§ Task requirements:
For each line in the records that contains "Iver", make a copy.
++++ Dataset excerpts
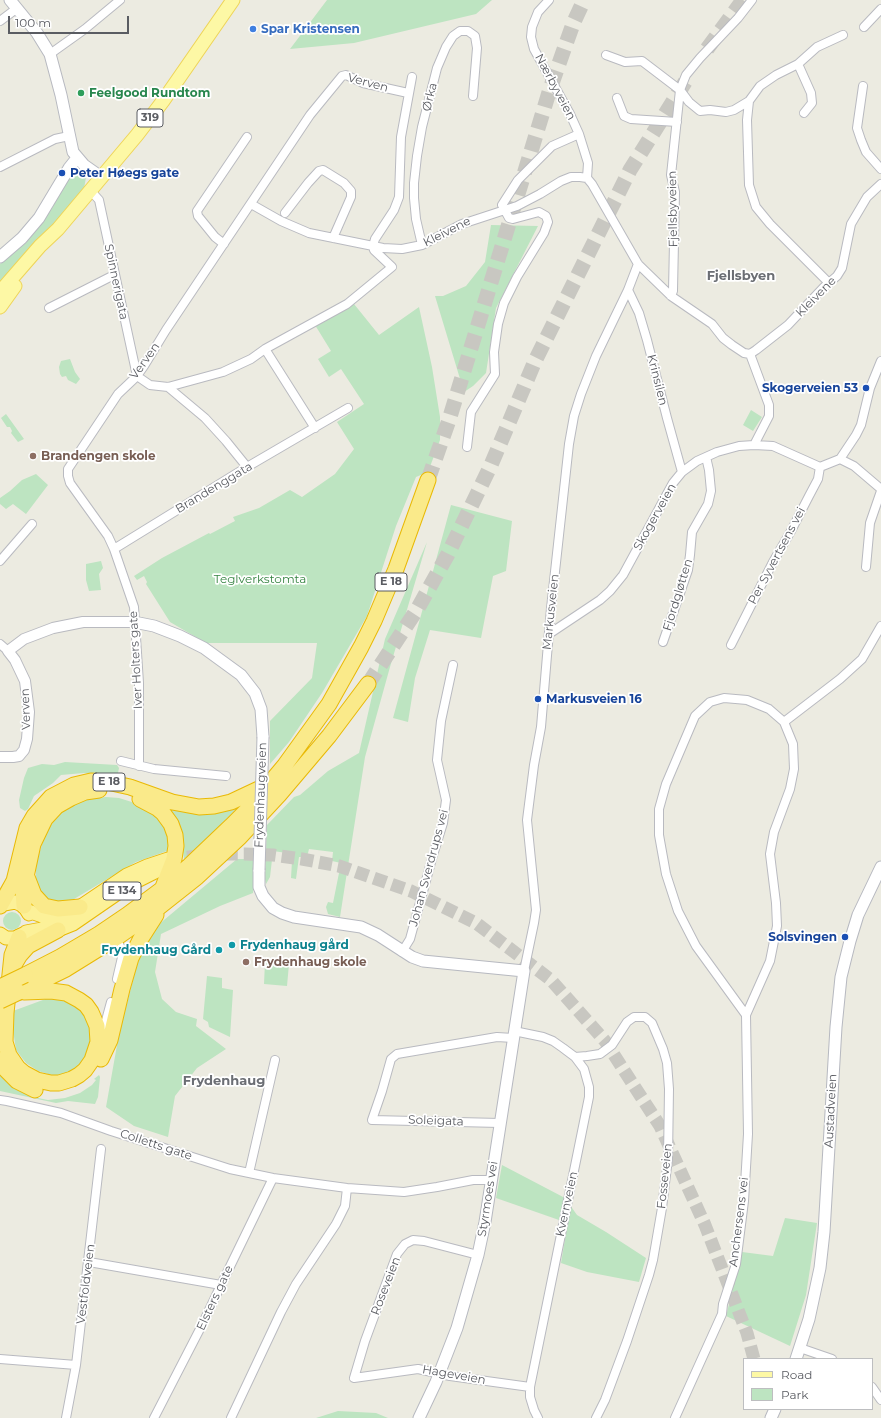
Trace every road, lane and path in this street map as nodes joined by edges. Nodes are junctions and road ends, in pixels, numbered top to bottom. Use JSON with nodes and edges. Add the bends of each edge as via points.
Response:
{"nodes":[{"id":1,"x":120,"y":0,"type":"edge"},
{"id":2,"x":233,"y":0,"type":"edge"},
{"id":3,"x":550,"y":0,"type":"edge"},
{"id":4,"x":752,"y":0,"type":"edge"},
{"id":5,"x":13,"y":5,"type":"edge"},
{"id":6,"x":881,"y":9,"type":"edge"},
{"id":7,"x":0,"y":21,"type":"edge"},
{"id":8,"x":864,"y":27,"type":"dead end"},
{"id":9,"x":843,"y":35,"type":"dead end"},
{"id":10,"x":50,"y":54,"type":"junction"},
{"id":11,"x":606,"y":55,"type":"dead end"},
{"id":12,"x":798,"y":64,"type":"junction"},
{"id":13,"x":412,"y":77,"type":"dead end"},
{"id":14,"x":864,"y":86,"type":"dead end"},
{"id":15,"x":680,"y":90,"type":"junction"},
{"id":16,"x":408,"y":93,"type":"junction"},
{"id":17,"x":473,"y":96,"type":"dead end"},
{"id":18,"x":617,"y":98,"type":"dead end"},
{"id":19,"x":749,"y":101,"type":"junction"},
{"id":20,"x":804,"y":113,"type":"dead end"},
{"id":21,"x":677,"y":122,"type":"junction"},
{"id":22,"x":579,"y":134,"type":"junction"},
{"id":23,"x":70,"y":136,"type":"junction"},
{"id":24,"x":248,"y":137,"type":"dead end"},
{"id":25,"x":77,"y":158,"type":"junction"},
{"id":26,"x":0,"y":167,"type":"edge"},
{"id":27,"x":881,"y":169,"type":"edge"},
{"id":28,"x":101,"y":177,"type":"junction"},
{"id":29,"x":587,"y":178,"type":"junction"},
{"id":30,"x":881,"y":184,"type":"edge"},
{"id":31,"x":90,"y":190,"type":"junction"},
{"id":32,"x":251,"y":204,"type":"junction"},
{"id":33,"x":503,"y":209,"type":"junction"},
{"id":34,"x":285,"y":213,"type":"dead end"},
{"id":35,"x":58,"y":229,"type":"junction"},
{"id":36,"x":333,"y":238,"type":"junction"},
{"id":37,"x":224,"y":244,"type":"junction"},
{"id":38,"x":373,"y":246,"type":"junction"},
{"id":39,"x":420,"y":246,"type":"junction"},
{"id":40,"x":0,"y":257,"type":"edge"},
{"id":41,"x":638,"y":264,"type":"junction"},
{"id":42,"x":114,"y":275,"type":"junction"},
{"id":43,"x":829,"y":283,"type":"junction"},
{"id":44,"x":628,"y":290,"type":"junction"},
{"id":45,"x":0,"y":292,"type":"edge"},
{"id":46,"x":671,"y":296,"type":"junction"},
{"id":47,"x":0,"y":307,"type":"edge"},
{"id":48,"x":49,"y":308,"type":"dead end"},
{"id":49,"x":265,"y":349,"type":"junction"},
{"id":50,"x":750,"y":354,"type":"junction"},
{"id":51,"x":881,"y":361,"type":"edge"},
{"id":52,"x":137,"y":376,"type":"junction"},
{"id":53,"x":168,"y":387,"type":"junction"},
{"id":54,"x":348,"y":408,"type":"dead end"},
{"id":55,"x":315,"y":428,"type":"junction"},
{"id":56,"x":754,"y":445,"type":"junction"},
{"id":57,"x":467,"y":447,"type":"dead end"},
{"id":58,"x":706,"y":457,"type":"junction"},
{"id":59,"x":840,"y":459,"type":"junction"},
{"id":60,"x":820,"y":467,"type":"junction"},
{"id":61,"x":247,"y":468,"type":"junction"},
{"id":62,"x":682,"y":472,"type":"junction"},
{"id":63,"x":68,"y":476,"type":"joint"},
{"id":64,"x":428,"y":480,"type":"tunnel mouth"},
{"id":65,"x":881,"y":490,"type":"edge"},
{"id":66,"x":30,"y":527,"type":"dead end"},
{"id":67,"x":114,"y":549,"type":"junction"},
{"id":68,"x":0,"y":561,"type":"edge"},
{"id":69,"x":866,"y":567,"type":"dead end"},
{"id":70,"x":134,"y":622,"type":"junction"},
{"id":71,"x":880,"y":629,"type":"edge"},
{"id":72,"x":549,"y":634,"type":"junction"},
{"id":73,"x":663,"y":642,"type":"dead end"},
{"id":74,"x":0,"y":644,"type":"edge"},
{"id":75,"x":731,"y":645,"type":"dead end"},
{"id":76,"x":8,"y":651,"type":"junction"},
{"id":77,"x":453,"y":665,"type":"dead end"},
{"id":78,"x":368,"y":684,"type":"tunnel mouth"},
{"id":79,"x":784,"y":722,"type":"junction"},
{"id":80,"x":0,"y":757,"type":"edge"},
{"id":81,"x":121,"y":761,"type":"dead end"},
{"id":82,"x":139,"y":766,"type":"junction"},
{"id":83,"x":226,"y":776,"type":"dead end"},
{"id":84,"x":270,"y":784,"type":"junction"},
{"id":85,"x":881,"y":867,"type":"edge"},
{"id":86,"x":27,"y":877,"type":"junction"},
{"id":87,"x":162,"y":889,"type":"junction"},
{"id":88,"x":163,"y":905,"type":"junction"},
{"id":89,"x":0,"y":906,"type":"edge"},
{"id":90,"x":80,"y":907,"type":"junction"},
{"id":91,"x":26,"y":909,"type":"junction"},
{"id":92,"x":58,"y":930,"type":"junction"},
{"id":93,"x":0,"y":934,"type":"edge"},
{"id":94,"x":22,"y":935,"type":"junction"},
{"id":95,"x":116,"y":938,"type":"junction"},
{"id":96,"x":402,"y":952,"type":"junction"},
{"id":97,"x":11,"y":970,"type":"junction"},
{"id":98,"x":524,"y":971,"type":"junction"},
{"id":99,"x":0,"y":987,"type":"edge"},
{"id":100,"x":25,"y":991,"type":"junction"},
{"id":101,"x":0,"y":1001,"type":"edge"},
{"id":102,"x":746,"y":1014,"type":"junction"},
{"id":103,"x":514,"y":1035,"type":"junction"},
{"id":104,"x":98,"y":1042,"type":"junction"},
{"id":105,"x":575,"y":1057,"type":"junction"},
{"id":106,"x":0,"y":1060,"type":"edge"},
{"id":107,"x":275,"y":1060,"type":"dead end"},
{"id":108,"x":0,"y":1100,"type":"edge"},
{"id":109,"x":372,"y":1120,"type":"joint"},
{"id":110,"x":500,"y":1123,"type":"junction"},
{"id":111,"x":101,"y":1149,"type":"dead end"},
{"id":112,"x":249,"y":1173,"type":"junction"},
{"id":113,"x":273,"y":1178,"type":"junction"},
{"id":114,"x":491,"y":1180,"type":"junction"},
{"id":115,"x":347,"y":1188,"type":"junction"},
{"id":116,"x":478,"y":1255,"type":"junction"},
{"id":117,"x":89,"y":1262,"type":"junction"},
{"id":118,"x":220,"y":1285,"type":"junction"},
{"id":119,"x":800,"y":1348,"type":"junction"},
{"id":120,"x":796,"y":1358,"type":"edge"},
{"id":121,"x":829,"y":1358,"type":"edge"},
{"id":122,"x":0,"y":1360,"type":"edge"},
{"id":123,"x":76,"y":1365,"type":"junction"},
{"id":124,"x":440,"y":1373,"type":"junction"},
{"id":125,"x":354,"y":1378,"type":"joint"},
{"id":126,"x":530,"y":1387,"type":"junction"},
{"id":127,"x":873,"y":1388,"type":"edge"},
{"id":128,"x":881,"y":1400,"type":"edge"},
{"id":129,"x":66,"y":1418,"type":"edge"},
{"id":130,"x":154,"y":1418,"type":"edge"},
{"id":131,"x":231,"y":1418,"type":"edge"},
{"id":132,"x":419,"y":1418,"type":"edge"},
{"id":133,"x":538,"y":1418,"type":"edge"},
{"id":134,"x":596,"y":1418,"type":"edge"},
{"id":135,"x":675,"y":1418,"type":"edge"}],
"edges":[{"from":1,"to":10,"type":"street"},
{"from":2,"to":28,"type":"main road","number":"319","via":[[158,107]]},
{"from":3,"to":22,"type":"street","name":"Nærbyveien","via":[[538,12],[531,37],[534,49]]},
{"from":4,"to":15,"type":"street","name":"Fjellsbyveien","via":[[686,74]]},
{"from":5,"to":7,"type":"street"},
{"from":5,"to":10,"type":"main road","via":[[37,33]]},
{"from":6,"to":8,"type":"street"},
{"from":9,"to":12,"type":"street","via":[[817,47]]},
{"from":10,"to":23,"type":"main road"},
{"from":11,"to":15,"type":"street","via":[[625,62],[642,61]]},
{"from":12,"to":19,"type":"street","via":[[760,86]]},
{"from":12,"to":20,"type":"street","via":[[811,93],[812,103]]},
{"from":13,"to":16,"type":"street"},
{"from":14,"to":27,"type":"street","via":[[857,128],[866,152]]},
{"from":15,"to":19,"type":"street","via":[[700,111],[726,112]]},
{"from":15,"to":21,"type":"street","name":"Fjellsbyveien"},
{"from":16,"to":32,"type":"street","name":"Verven","via":[[342,76],[310,115]]},
{"from":16,"to":38,"type":"street","via":[[401,137],[399,197]]},
{"from":17,"to":39,"type":"street","name":"Ørka","via":[[477,48],[475,36],[468,31],[460,31],[446,47],[437,68],[420,142],[414,183]]},
{"from":18,"to":21,"type":"street","via":[[624,116],[631,119]]},
{"from":19,"to":43,"type":"street","via":[[749,185],[756,207]]},
{"from":21,"to":46,"type":"street","name":"Fjellsbyveien","via":[[671,175],[675,192]]},
{"from":22,"to":29,"type":"street","name":"Nærbyveien","via":[[588,163]]},
{"from":22,"to":33,"type":"street","via":[[552,146],[538,159],[505,198]]},
{"from":23,"to":25,"type":"main road"},
{"from":23,"to":26,"type":"street","via":[[55,139]]},
{"from":24,"to":37,"type":"street","via":[[197,211],[214,237]]},
{"from":25,"to":28,"type":"main road"},
{"from":25,"to":40,"type":"main road","via":[[39,218],[22,238]]},
{"from":28,"to":31,"type":"main road","number":"319"},
{"from":29,"to":33,"type":"street","name":"Kleivene","via":[[571,177],[517,206]]},
{"from":29,"to":41,"type":"street"},
{"from":30,"to":43,"type":"street","name":"Kleivene","via":[[867,197],[850,224],[842,268]]},
{"from":31,"to":35,"type":"main road","number":"319"},
{"from":31,"to":42,"type":"street","name":"Spinnerigata","via":[[99,200]]},
{"from":32,"to":36,"type":"street","name":"Kleivene","via":[[309,233]]},
{"from":32,"to":37,"type":"street","name":"Verven"},
{"from":33,"to":39,"type":"street","name":"Kleivene","via":[[462,224]]},
{"from":33,"to":57,"type":"street","via":[[508,218],[539,212],[546,216],[548,222],[504,303],[494,352],[495,374],[471,412]]},
{"from":34,"to":36,"type":"street","via":[[319,171],[324,170],[344,183],[351,191],[351,197]]},
{"from":35,"to":45,"type":"main road","number":"319"},
{"from":35,"to":47,"type":"main road","number":"319"},
{"from":36,"to":38,"type":"street","name":"Kleivene"},
{"from":37,"to":52,"type":"street","name":"Verven"},
{"from":38,"to":39,"type":"street","name":"Kleivene","via":[[402,249]]},
{"from":38,"to":49,"type":"street","via":[[392,268],[347,304]]},
{"from":41,"to":44,"type":"street","name":"Markusveien"},
{"from":41,"to":46,"type":"street"},
{"from":42,"to":48,"type":"street"},
{"from":42,"to":52,"type":"street","name":"Spinnerigata"},
{"from":43,"to":50,"type":"street","name":"Kleivene","via":[[788,325]]},
{"from":44,"to":62,"type":"street","name":"Krinsilen","via":[[639,313]]},
{"from":44,"to":72,"type":"street","name":"Markusveien","via":[[596,356],[574,416]]},
{"from":46,"to":50,"type":"street","via":[[712,324],[732,345]]},
{"from":49,"to":53,"type":"street","via":[[230,369]]},
{"from":49,"to":55,"type":"street"},
{"from":50,"to":56,"type":"street","via":[[769,405],[768,416]]},
{"from":51,"to":59,"type":"street","via":[[870,388],[861,425]]},
{"from":52,"to":53,"type":"street","via":[[150,385]]},
{"from":52,"to":63,"type":"street","name":"Verven","via":[[118,394],[70,466]]},
{"from":53,"to":61,"type":"street","via":[[205,418]]},
{"from":54,"to":55,"type":"street","name":"Brandenggata"},
{"from":55,"to":61,"type":"street","name":"Brandenggata"},
{"from":56,"to":58,"type":"street","name":"Skogerveien","via":[[739,446]]},
{"from":56,"to":60,"type":"street","name":"Skogerveien","via":[[772,446]]},
{"from":58,"to":62,"type":"street","name":"Skogerveien"},
{"from":58,"to":73,"type":"street","name":"Fjordgløtten","via":[[711,491],[708,504],[692,532],[688,570]]},
{"from":59,"to":60,"type":"street"},
{"from":59,"to":65,"type":"street","via":[[854,466]]},
{"from":60,"to":75,"type":"street","name":"Per Syvertsens vei","via":[[818,479],[810,496]]},
{"from":61,"to":67,"type":"street","name":"Brandenggata"},
{"from":62,"to":72,"type":"street","name":"Skogerveien","via":[[673,483],[623,575],[610,591]]},
{"from":63,"to":67,"type":"street","name":"Iver Holters gate","via":[[70,483],[108,536]]},
{"from":64,"to":84,"type":"highway","number":"E 18","via":[[396,569],[361,647],[329,704]]},
{"from":65,"to":69,"type":"street","via":[[870,523]]},
{"from":66,"to":68,"type":"street"},
{"from":67,"to":70,"type":"street","name":"Iver Holters gate","via":[[132,601]]},
{"from":70,"to":76,"type":"street","name":"Frydenhaugveien","via":[[83,622],[53,628],[24,638]]},
{"from":70,"to":82,"type":"street","name":"Iver Holters gate","via":[[140,683]]},
{"from":70,"to":96,"type":"main road","name":"Frydenhaugveien","bridge":true,"via":[[154,626],[204,648],[241,675],[255,693],[261,709],[263,737],[259,887],[266,901],[273,908],[294,917],[368,930]]},
{"from":71,"to":79,"type":"street","via":[[862,659]]},
{"from":72,"to":98,"type":"street","name":"Markusveien","via":[[541,727],[527,820],[536,910]]},
{"from":74,"to":76,"type":"street","name":"Verven"},
{"from":76,"to":80,"type":"street","name":"Verven","via":[[21,670],[28,692],[27,739],[19,756]]},
{"from":77,"to":96,"type":"street","name":"Johan Sverdrups vei","via":[[441,721],[437,760],[446,800],[443,823],[410,939]]},
{"from":78,"to":88,"type":"highway","via":[[320,747],[269,806],[212,863]]},
{"from":79,"to":102,"type":"street","name":"Anchersens vei","via":[[793,744],[794,769],[790,790],[774,832],[770,854],[777,926],[770,961]]},
{"from":79,"to":102,"type":"street","name":"Anchersens vei","via":[[769,709],[747,700],[724,698],[710,702],[695,716],[666,784],[659,809],[660,843],[666,874],[678,911],[696,946]]},
{"from":81,"to":82,"type":"street"},
{"from":82,"to":83,"type":"street"},
{"from":84,"to":87,"type":"highway","number":"E 18","via":[[216,841]]},
{"from":84,"to":89,"type":"highway","number":"E 18","via":[[231,802],[206,807],[172,802],[107,782],[91,781],[74,785],[51,797],[34,816],[27,828],[14,881]]},
{"from":85,"to":119,"type":"main road","name":"Austadveien","via":[[858,915],[841,978],[822,1251],[811,1313]]},
{"from":86,"to":87,"type":"highway","number":"E 18","via":[[33,844],[51,811],[78,795],[108,791],[149,803],[171,824],[176,851]]},
{"from":86,"to":90,"type":"highway","via":[[34,895],[44,906],[58,909]]},
{"from":86,"to":91,"type":"highway","number":"E 18","via":[[23,890]]},
{"from":87,"to":99,"type":"highway","number":"E 18","bridge":true,"via":[[82,945]]},
{"from":88,"to":95,"type":"highway"},
{"from":88,"to":106,"type":"highway","via":[[133,953],[110,1040],[95,1071],[82,1082],[52,1093],[34,1090],[22,1084],[10,1076]]},
{"from":89,"to":91,"type":"highway","number":"E 134","via":[[15,902]]},
{"from":90,"to":91,"type":"highway","number":"E 134","via":[[59,918],[43,917]]},
{"from":90,"to":92,"type":"highway","number":"E 134","via":[[127,875],[147,866],[166,864],[131,884],[77,922]]},
{"from":91,"to":94,"type":"highway","via":[[30,915],[30,924]]},
{"from":92,"to":94,"type":"highway","number":"E 134","via":[[42,929]]},
{"from":92,"to":97,"type":"highway","via":[[28,946]]},
{"from":93,"to":94,"type":"highway","number":"E 134","via":[[11,939]]},
{"from":94,"to":97,"type":"highway","via":[[12,955]]},
{"from":95,"to":100,"type":"highway"},
{"from":95,"to":104,"type":"street","via":[[122,950],[122,958],[110,1009]]},
{"from":96,"to":98,"type":"main road","name":"Frydenhaugveien","via":[[423,961]]},
{"from":97,"to":104,"type":"highway","via":[[5,1042],[13,1062],[24,1073],[44,1082],[72,1079],[89,1065]]},
{"from":98,"to":103,"type":"main road","name":"Styrmoes vei"},
{"from":100,"to":101,"type":"highway","bridge":true},
{"from":100,"to":104,"type":"highway","via":[[66,993],[86,1004],[95,1018]]},
{"from":102,"to":135,"type":"street","name":"Anchersens vei","via":[[748,1134],[744,1200],[736,1264],[722,1314]]},
{"from":103,"to":105,"type":"street","name":"Kvernveien","via":[[543,1037],[554,1041]]},
{"from":103,"to":109,"type":"street","name":"Kvernveien","via":[[397,1054],[391,1059]]},
{"from":103,"to":110,"type":"main road","name":"Styrmoes vei"},
{"from":105,"to":126,"type":"street","name":"Kvernveien","via":[[586,1074],[589,1097]]},
{"from":105,"to":134,"type":"street","name":"Fosseveien","via":[[600,1054],[612,1045],[627,1022],[634,1017],[645,1017],[652,1023],[664,1049],[669,1088],[670,1123],[666,1183],[652,1265],[627,1341]]},
{"from":107,"to":112,"type":"street"},
{"from":108,"to":112,"type":"street","name":"Colletts gate","via":[[61,1113]]},
{"from":109,"to":110,"type":"street","name":"Soleigata"},
{"from":110,"to":114,"type":"main road","name":"Styrmoes vei"},
{"from":111,"to":117,"type":"street","name":"Vestfoldveien"},
{"from":112,"to":113,"type":"street","name":"Colletts gate"},
{"from":113,"to":115,"type":"street","name":"Colletts gate"},
{"from":113,"to":118,"type":"street","name":"Elsters gate"},
{"from":114,"to":115,"type":"street","name":"Colletts gate","via":[[473,1180],[404,1192]]},
{"from":114,"to":116,"type":"main road","name":"Styrmoes vei"},
{"from":115,"to":131,"type":"street","via":[[345,1206],[336,1224],[296,1284]]},
{"from":116,"to":124,"type":"main road","name":"Styrmoes vei","via":[[457,1328]]},
{"from":116,"to":125,"type":"street","name":"Roseveien","via":[[424,1241],[413,1240],[405,1244],[397,1254]]},
{"from":117,"to":118,"type":"street"},
{"from":117,"to":123,"type":"street","name":"Vestfoldveien"},
{"from":118,"to":130,"type":"street","name":"Elsters gate"},
{"from":119,"to":120,"type":"main road","name":"Austadveien"},
{"from":119,"to":121,"type":"street"},
{"from":122,"to":123,"type":"street"},
{"from":123,"to":129,"type":"street","name":"Vestfoldveien"},
{"from":124,"to":125,"type":"street","name":"Hageveien","via":[[418,1368]]},
{"from":124,"to":126,"type":"street","name":"Hageveien"},
{"from":124,"to":132,"type":"main road","name":"Styrmoes vei"},
{"from":126,"to":133,"type":"street","name":"Kvernveien","via":[[530,1397]]},
{"from":127,"to":128,"type":"street"}]}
++++++++
§ Exercise response:
{"from":63,"to":67,"type":"street","name":"Iver Holters gate","via":[[70,483],[108,536]]},
{"from":67,"to":70,"type":"street","name":"Iver Holters gate","via":[[132,601]]},
{"from":70,"to":82,"type":"street","name":"Iver Holters gate","via":[[140,683]]},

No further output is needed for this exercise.